Ma la visione globale attuale del mondo si rivela un cappotto troppo stretto per l'umanità nuova che è stata formata dai mass-media e dal mito di un benessere in crescita graduale ma continua e che esige il livello di consumo che gli era stato promesso. Questa situazione che stava divenendo esplosiva per il sistema di dominio ha forzatamente portato alla ricerca frenetica di una nuova forma di organizzazione globale del dominio.
Punti di forza di questa nuova strategia sono oggi la gestione della crisi energetica e del passaggio da una "società dello spreco" ad una "società della penuria organizzata" e la "medioevalizzazione" dei rapporti sociali.
Anche nel Medioevo esisteva il problema di dividere le risorse limitate in rapporto agli strumenti di produzione e la facilità del verificarsi di grosse crisi incontrollabili.
I pochi signori gestivano il sovrappiù della produzione che non era in realtà per motivi contingenti socializzabile.
Il potere aveva un'alta intensità e concentrazione ma non poteva dominare capillarmente il territorio.

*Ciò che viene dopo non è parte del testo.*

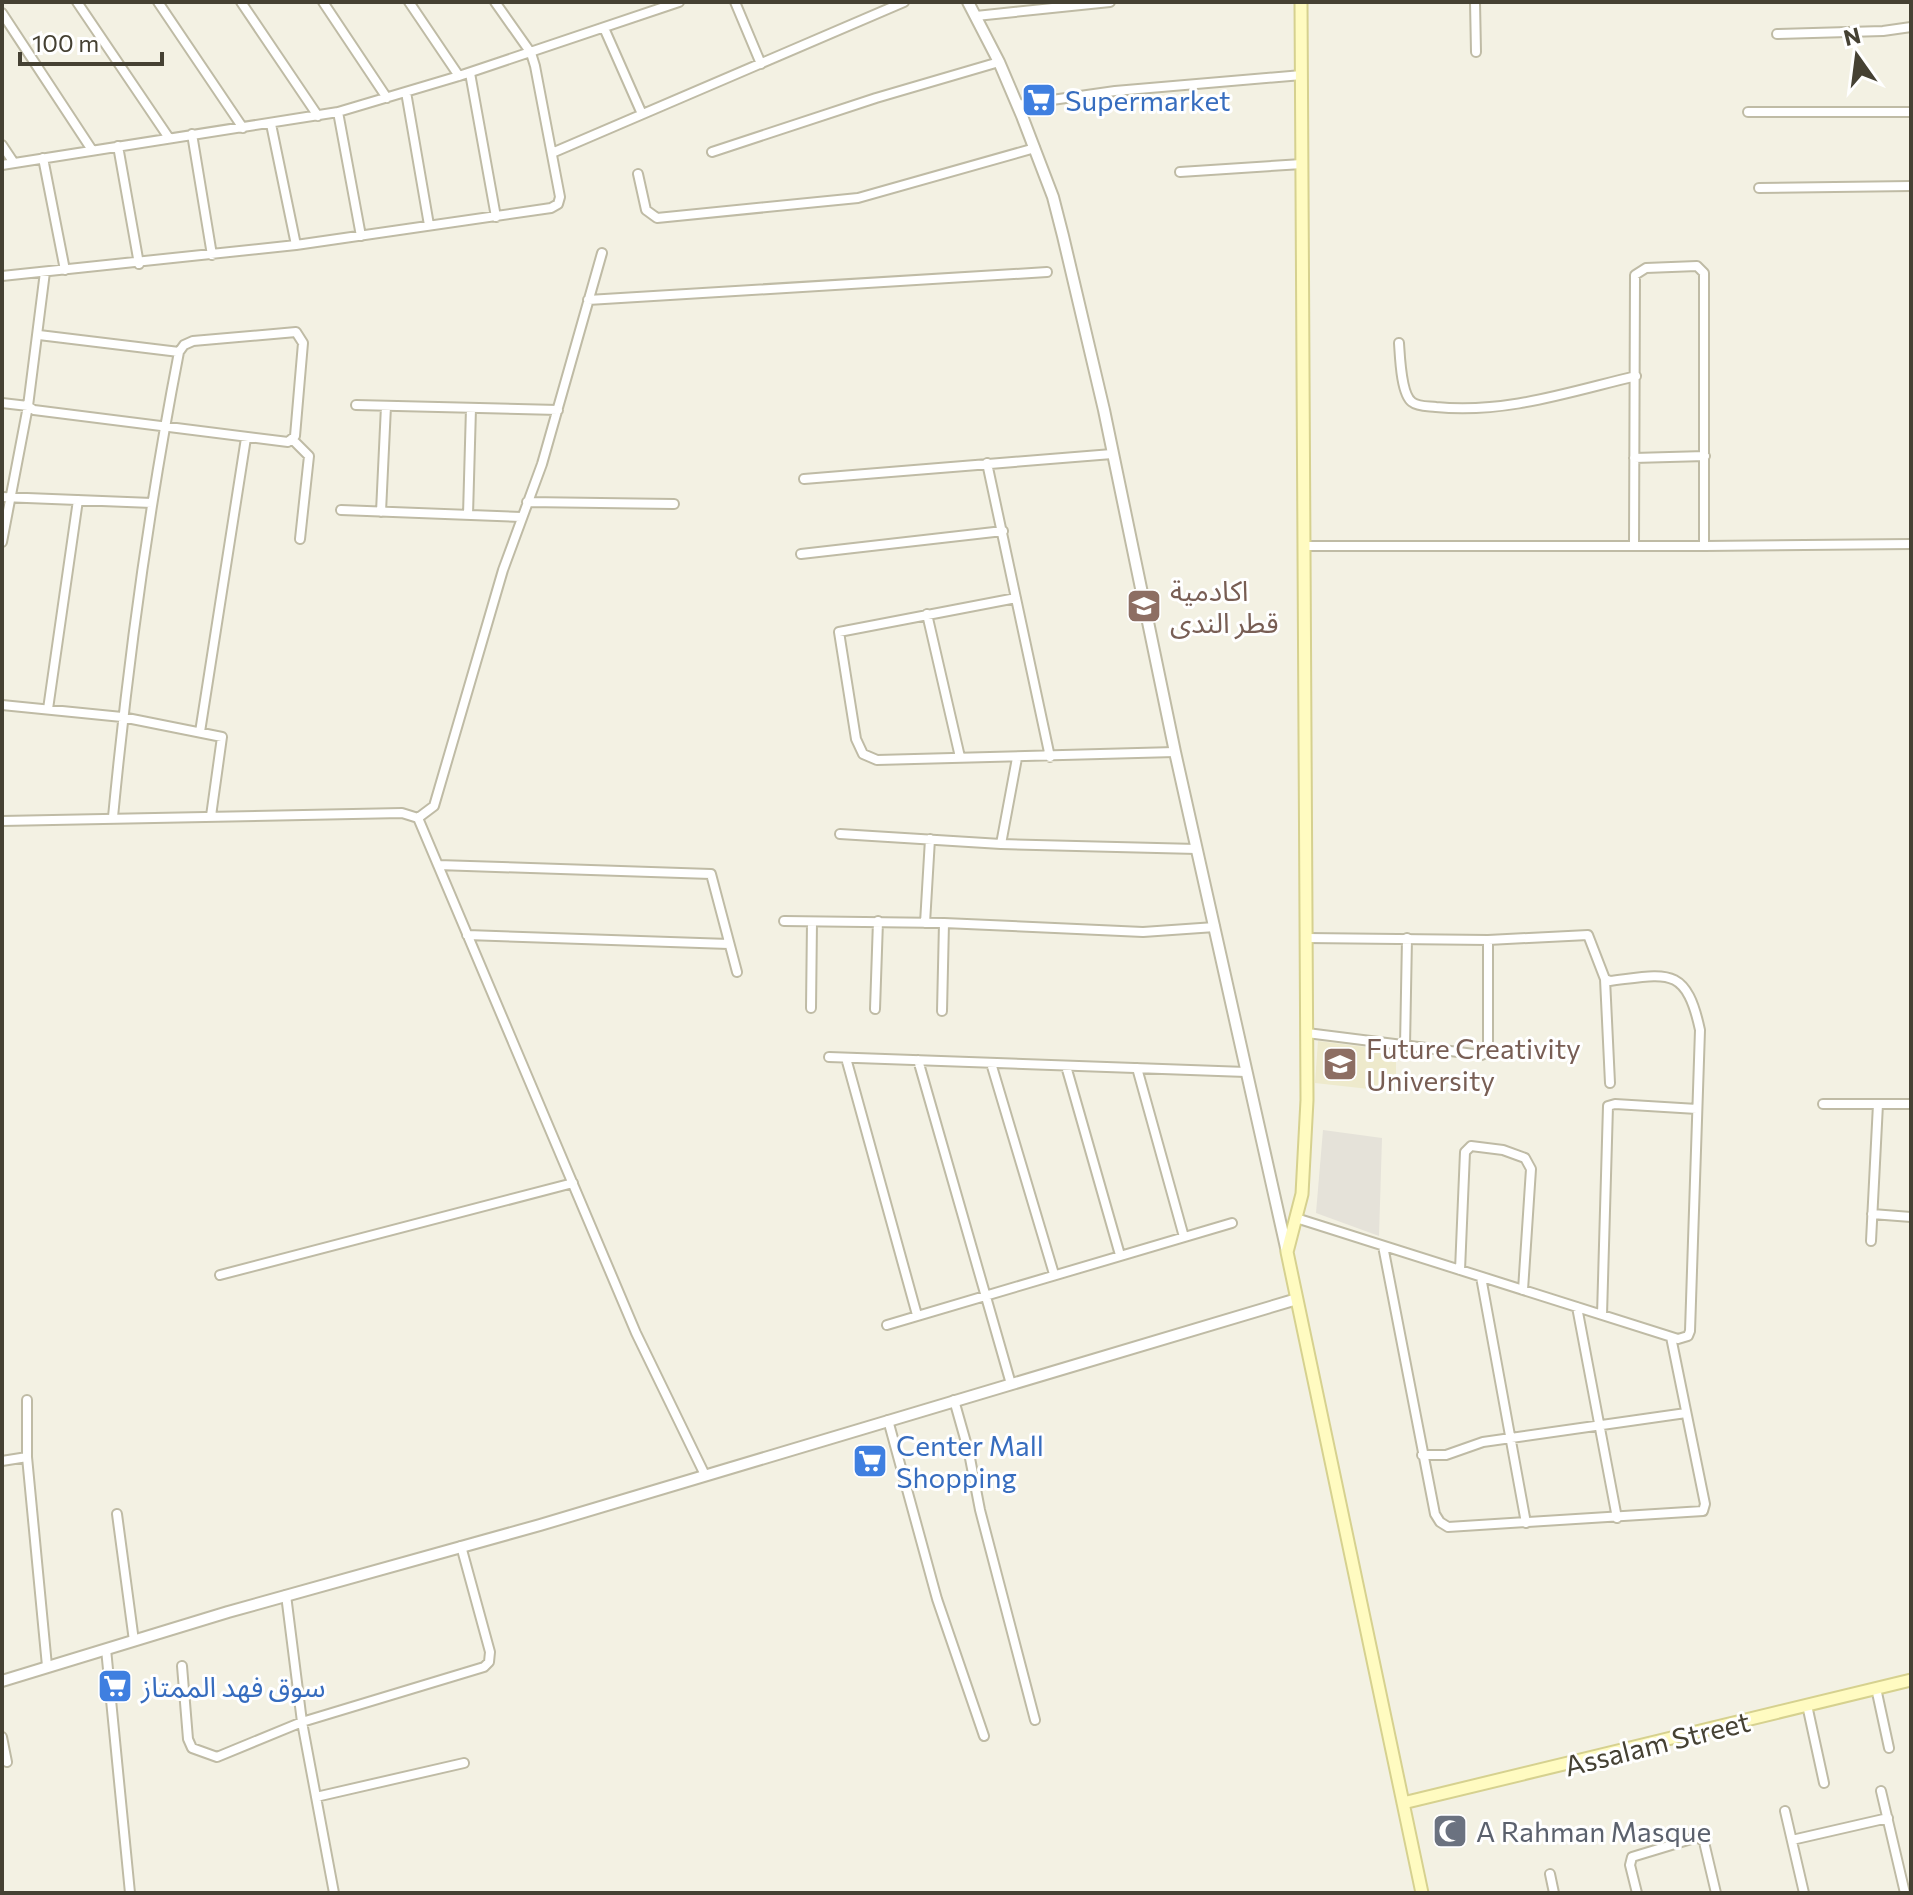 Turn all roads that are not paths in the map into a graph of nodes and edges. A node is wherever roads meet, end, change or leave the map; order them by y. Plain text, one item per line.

La periferia del sistema era dunque relativamente autosufficiente e poteva darsi forme autogestionali soprattutto di mutuo appoggio. Ma la libertà era fittizia perché tenuta ad un livello ben preciso e controllabile dal potere centrale attraverso i tributi e le servitù.
Tutto poteva essere gestito dal basso: tranne i nodi reali del potere attraverso le sue forme: le gerarchie nobiliari e religiose.
In una situazione di debolezza il potere si arrocca nei suoi "castelli" abbandonando il controllo capillare della sua periferia ma aumentando la intensità dell'esercizio del dominio e la sua violenza.
Anche oggi la "periferia del dominio" è difficilmente controllabile, il consenso traballa, la capillarità del controllo si rivela impossibile, il benessere consumistico per tutti in una visione planetaria è una utopia indifendibile: nuove forze a livello internazionale si stanno coagulando. Bisogna abbandonare la periferia, ma evitando passaggi traumatici e conservando almeno i capisaldi fondamentali per assicurarsene il dominio nel tempo.

Città e territorio - Centro e periferia

La città è sempre stata la forma fisica principale del dominio sul territorio, il luogo dello sfruttamento per eccellenza ma anche il luogo privilegiato della "cultura", un luogo di alienazione ma contemporaneamente di libertà per tutta una serie di fasce "marginali richiamate dall'alta concentrazione delle attività e della possibilità di una vita pseudo-parassitaria al di fuori delle strutture produttive.
Un'entità contraddittoria dunque, la cui funzione già dalla nascita si rivela ambigua.
La città si conforma come il centro dello sfruttamento del suo territorio, il luogo di accentramento e di decodificazione dei flussi di informazione, il vertice di una gerarchia territoriale i cui livelli vengono definiti principalmente dalla capacità sempre crescente di controllare le dinamiche di gestione sempre più complesse delle varie attività sparse sul territorio.
La metropoli come centro si trova a gestire informazioni ricchissime e sulla sua capacità di decodificazione e di renderle finalizzate al dominio gioca la propria sopravvivenza.
A questo punto il territorio diviene luogo di prelievo delle informazioni, l'elaborazione compete ad un centro e la crescita della teoria di queste elaborazioni si basa sullo scambio con altri centri a pari livello, il territorio ridiventa poi il luogo in cui riversare l'output sotto forma di cultura e organizzazione del dominio.
La città è divenuta metropoli e la sua forma e dinamica interna di sviluppo sempre più indifferente alla sua gestione "politica". L'omogeneità formale fondamentale di tutte le metropoli a scala planetaria denunciano l'impossibilità per qualunque forma di dominio attuale di differenziarsi nelle sue scelte fondamentali.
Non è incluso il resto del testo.